Illumina introduced Constellation, a new sequencing and analysis platform that eliminates the need for library preparation, delivering data post-Dragen processing. This could significantly streamline workflows, especially in clinical and high-throughput settings. I really liked its approach to phasing mother-baby samples, which aims to improve equity in genomic applications. This is something that will change the rare disease field if sick newborns can have a immediate diagnostic with whole-genome sequencing from cordblood.

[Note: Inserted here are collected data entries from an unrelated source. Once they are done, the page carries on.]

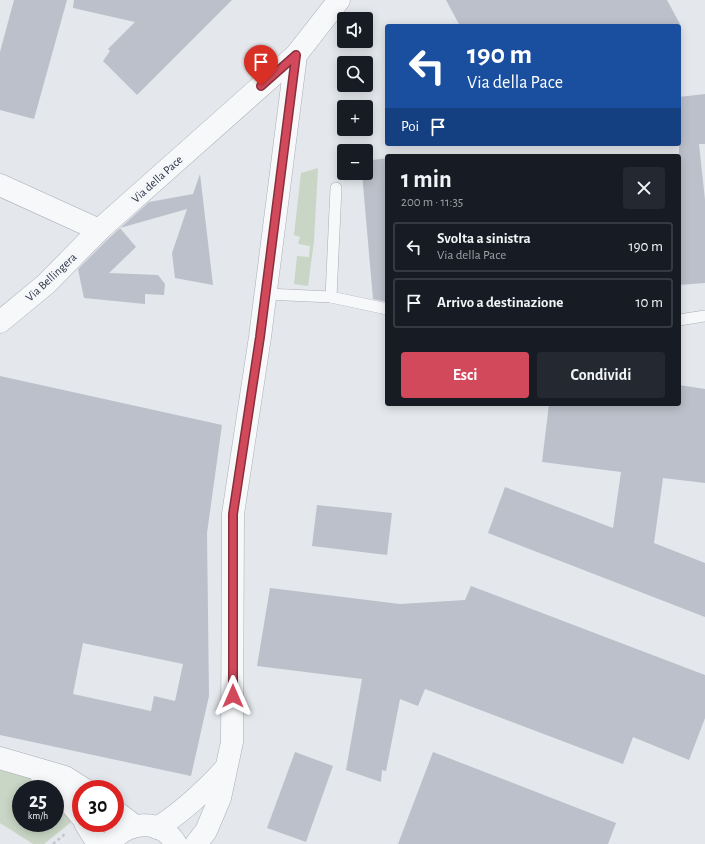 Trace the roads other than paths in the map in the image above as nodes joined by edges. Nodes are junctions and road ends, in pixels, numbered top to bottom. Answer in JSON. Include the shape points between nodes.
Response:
{"nodes":[{"id":1,"x":339,"y":0,"type":"edge"},
{"id":2,"x":296,"y":55,"type":"junction"},
{"id":3,"x":0,"y":186,"type":"edge"},
{"id":4,"x":336,"y":188,"type":"dead end"},
{"id":5,"x":99,"y":230,"type":"junction"},
{"id":6,"x":266,"y":294,"type":"junction"},
{"id":7,"x":331,"y":296,"type":"junction"},
{"id":8,"x":385,"y":309,"type":"edge"},
{"id":9,"x":705,"y":316,"type":"edge"},
{"id":10,"x":681,"y":320,"type":"edge"},
{"id":11,"x":0,"y":322,"type":"edge"},
{"id":12,"x":0,"y":758,"type":"edge"},
{"id":13,"x":26,"y":766,"type":"junction"},
{"id":14,"x":226,"y":768,"type":"junction"},
{"id":15,"x":72,"y":781,"type":"edge"},
{"id":16,"x":72,"y":805,"type":"edge"},
{"id":17,"x":124,"y":818,"type":"edge"},
{"id":18,"x":135,"y":826,"type":"junction"},
{"id":19,"x":157,"y":828,"type":"junction"},
{"id":20,"x":91,"y":832,"type":"edge"},
{"id":21,"x":98,"y":844,"type":"edge"},
{"id":22,"x":109,"y":844,"type":"edge"},
{"id":23,"x":176,"y":844,"type":"edge"},
{"id":24,"x":196,"y":844,"type":"edge"}],
"edges":[{"from":1,"to":2,"type":"street","name":"Via della Pace"},
{"from":2,"to":5,"type":"street","name":"Via della Pace"},
{"from":2,"to":6,"type":"street"},
{"from":3,"to":5,"type":"street"},
{"from":4,"to":7,"type":"lane"},
{"from":5,"to":11,"type":"street","name":"Via Bellingera","via":[[46,284]]},
{"from":6,"to":7,"type":"lane"},
{"from":6,"to":14,"type":"street","via":[[233,514],[232,742]]},
{"from":7,"to":8,"type":"lane"},
{"from":9,"to":10,"type":"lane"},
{"from":12,"to":13,"type":"street"},
{"from":13,"to":15,"type":"street"},
{"from":13,"to":16,"type":"street","via":[[57,787]]},
{"from":14,"to":19,"type":"street","via":[[194,801]]},
{"from":14,"to":24,"type":"street","via":[[220,798],[206,831]]},
{"from":17,"to":18,"type":"street"},
{"from":18,"to":19,"type":"street"},
{"from":18,"to":22,"type":"street","via":[[124,829]]},
{"from":19,"to":23,"type":"street"},
{"from":20,"to":21,"type":"street"}]} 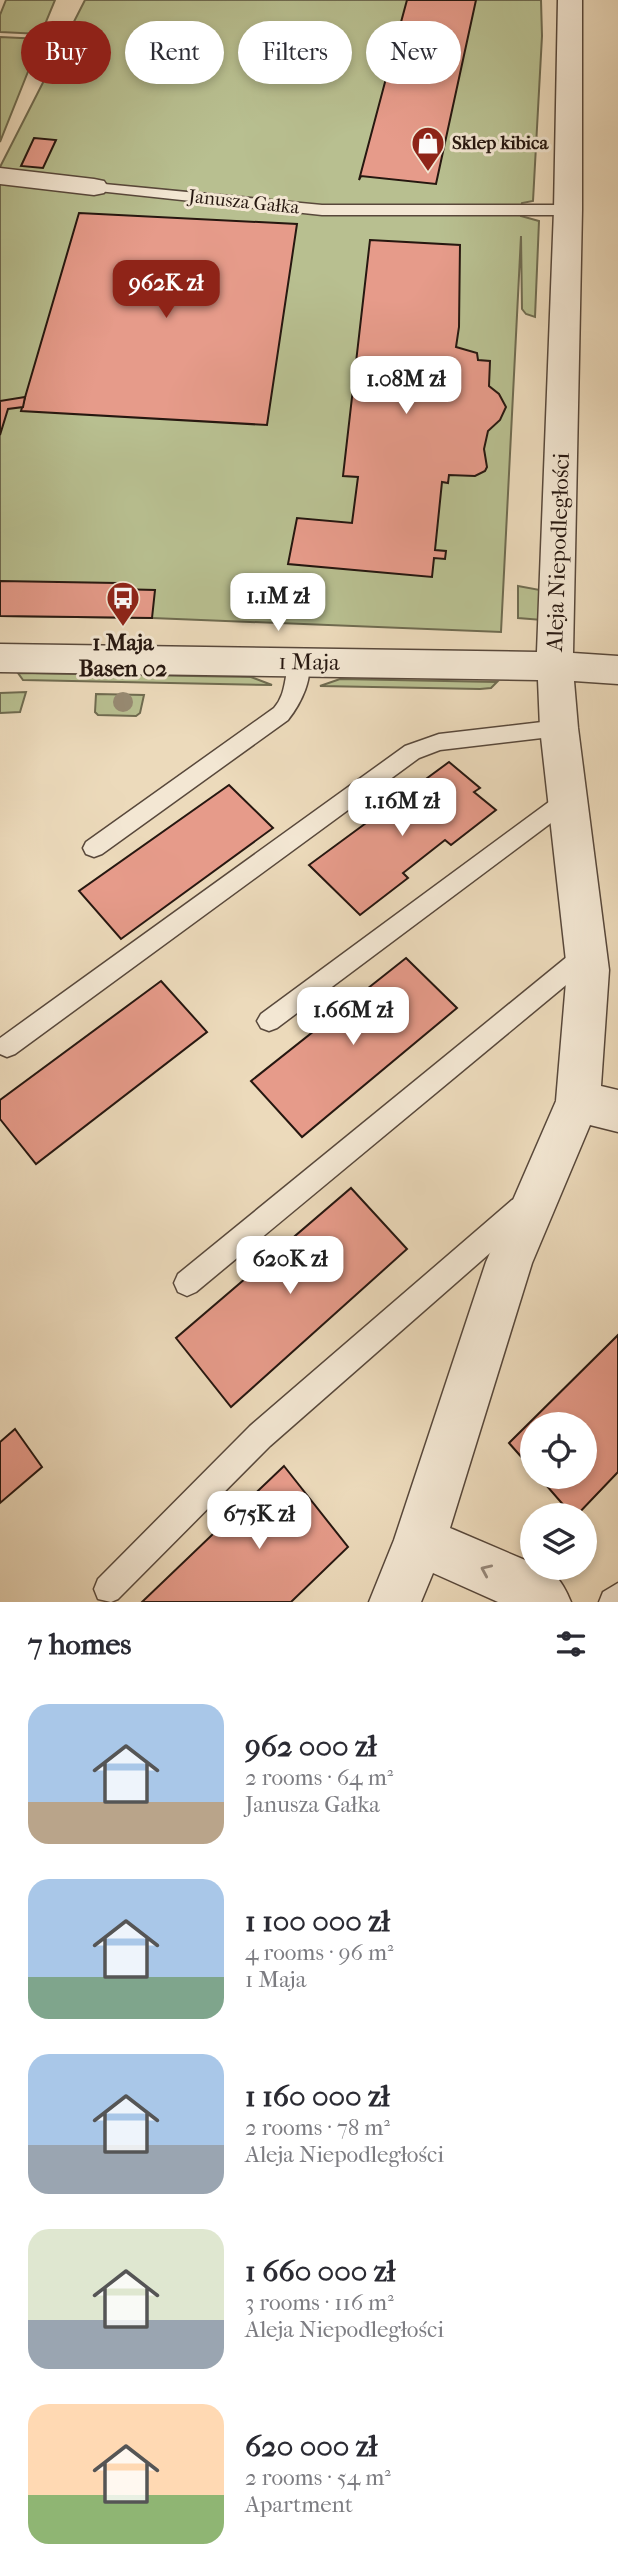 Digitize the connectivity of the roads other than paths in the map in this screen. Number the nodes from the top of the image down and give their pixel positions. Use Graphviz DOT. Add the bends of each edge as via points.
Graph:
graph roads {
  1 [pos="570,0"];
  2 [pos="0,176"];
  3 [pos="94,187"];
  4 [pos="568,210"];
  5 [pos="0,658"];
  6 [pos="299,662"];
  7 [pos="555,666"];
  8 [pos="618,670"];
  9 [pos="559,728"];
  10 [pos="568,799"];
  11 [pos="94,848"];
  12 [pos="587,954"];
  13 [pos="269,1021"];
  14 [pos="7,1046"];
  15 [pos="598,1106"];
  16 [pos="538,1195"];
  17 [pos="187,1283"];
  18 [pos="420,1541"];
  19 [pos="108,1589"];
  20 [pos="618,1597"];
  21 [pos="396,1602"];
  22 [pos="545,1602"];
  23 [pos="613,1602"];
  1 -- 4 [label="street, Aleja Niepodległości"];
  2 -- 3 [label="street, Janusza Gałka"];
  3 -- 4 [label="lane, Janusza Gałka" via="322,210"];
  4 -- 7 [label="street, Aleja Niepodległości"];
  5 -- 6 [label="street, 1 Maja"];
  6 -- 7 [label="street, 1 Maja"];
  6 -- 11 [label="lane" via="295,692 281,714"];
  7 -- 8 [label="street, 1 Maja"];
  7 -- 9 [label="street, Aleja Niepodległości"];
  9 -- 10 [label="street, Aleja Niepodległości"];
  9 -- 14 [label="lane" via="439,742 412,751"];
  10 -- 12 [label="street, Aleja Niepodległości"];
  10 -- 13 [label="lane"];
  12 -- 15 [label="street, Aleja Niepodległości"];
  12 -- 17 [label="lane"];
  15 -- 16 [label="street, Aleja Niepodległości"];
  16 -- 18 [label="street, Aleja Niepodległości" via="509,1262"];
  16 -- 19 [label="lane" via="260,1436"];
  18 -- 21 [label="street, Aleja Niepodległości"];
  22 -- 18 [label="street, one-way" via="532,1590"];
  20 -- 23 [label="lane"];
} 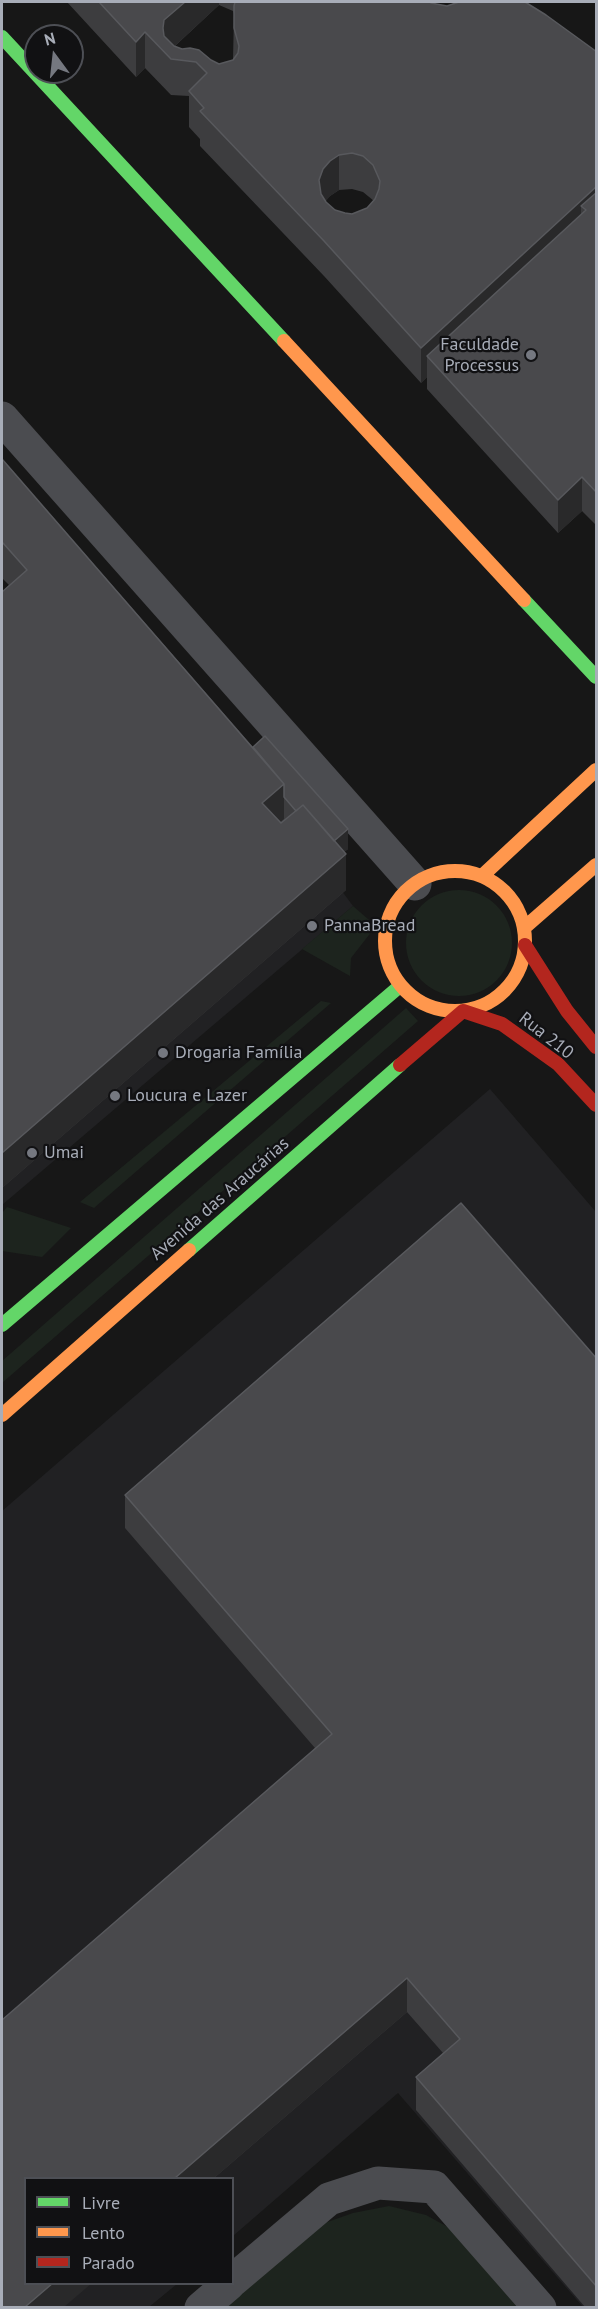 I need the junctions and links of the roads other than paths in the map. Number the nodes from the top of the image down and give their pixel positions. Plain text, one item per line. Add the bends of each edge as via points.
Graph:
1 (2, 37) edge
2 (2, 418) edge
3 (597, 677) edge
4 (597, 770) edge
5 (597, 866) edge
6 (482, 876) junction
7 (415, 884) junction
8 (524, 928) junction
9 (525, 945) junction
10 (400, 986) junction
11 (463, 1011) junction
12 (597, 1047) edge
13 (597, 1105) edge
14 (5, 1314) edge
15 (2, 1416) edge
16 (234, 2279) edge
17 (227, 2285) edge
18 (201, 2307) edge
19 (540, 2307) edge

1 - 3 main road
2 - 7 street
4 - 6 main road
5 - 8 main road
6 - 7 main road via 459,871 435,873
6 - 8 main road via 509,897
7 - 10 main road via 398,900 387,921 384,944 389,966
8 - 9 main road
9 - 11 main road via 519,969 506,989 486,1003
9 - 12 main road, Rua 210 via 548,984
10 - 11 main road via 418,1001 440,1010
10 - 14 main road
11 - 13 main road, Rua 210 via 502,1024 521,1037 558,1064
11 - 15 main road, Avenida das Araucárias
16 - 19 street via 329,2199 378,2183 434,2187
17 - 18 street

Long-read sequencing remains a key topic of discussion, with multiple presentations emphasizing its importance in capturing structural variants (SVs). Short reads miss about 50% of them. A particularly interesting concept was adaptive sequencing, where an in silico BED file directs nanopores to selectively sequence certain molecules, allowing for targeted sequencing of repeat regions. Additionally, T2T (telomere-to-telomere) assemblies are now being used to map complex structural rearrangements, which could enhance variant interpretation. This will definitively improve the diagnostic yield at multidisciplinaty teams.

Nextflow continues to be a widely adopted workflow management system, and a key update from Seqera was a feature allowing AWS spot instances to restart from a saved memory state. I also had the chance to meet early-career researchers and students looking to enter bioinformatics. One master’s student asked for advice on finding a job, and I emphasized that a PhD is not always required. Many university research groups have grant-funded positions for bioinformaticians, and reaching out to professors can be a good starting point for those looking to enter the field.

A recurring theme was the need for better representation of patient experiences in genomic research. Few talks addressed how participants perceive the research process or what support they receive. I would like to see this more at conferences.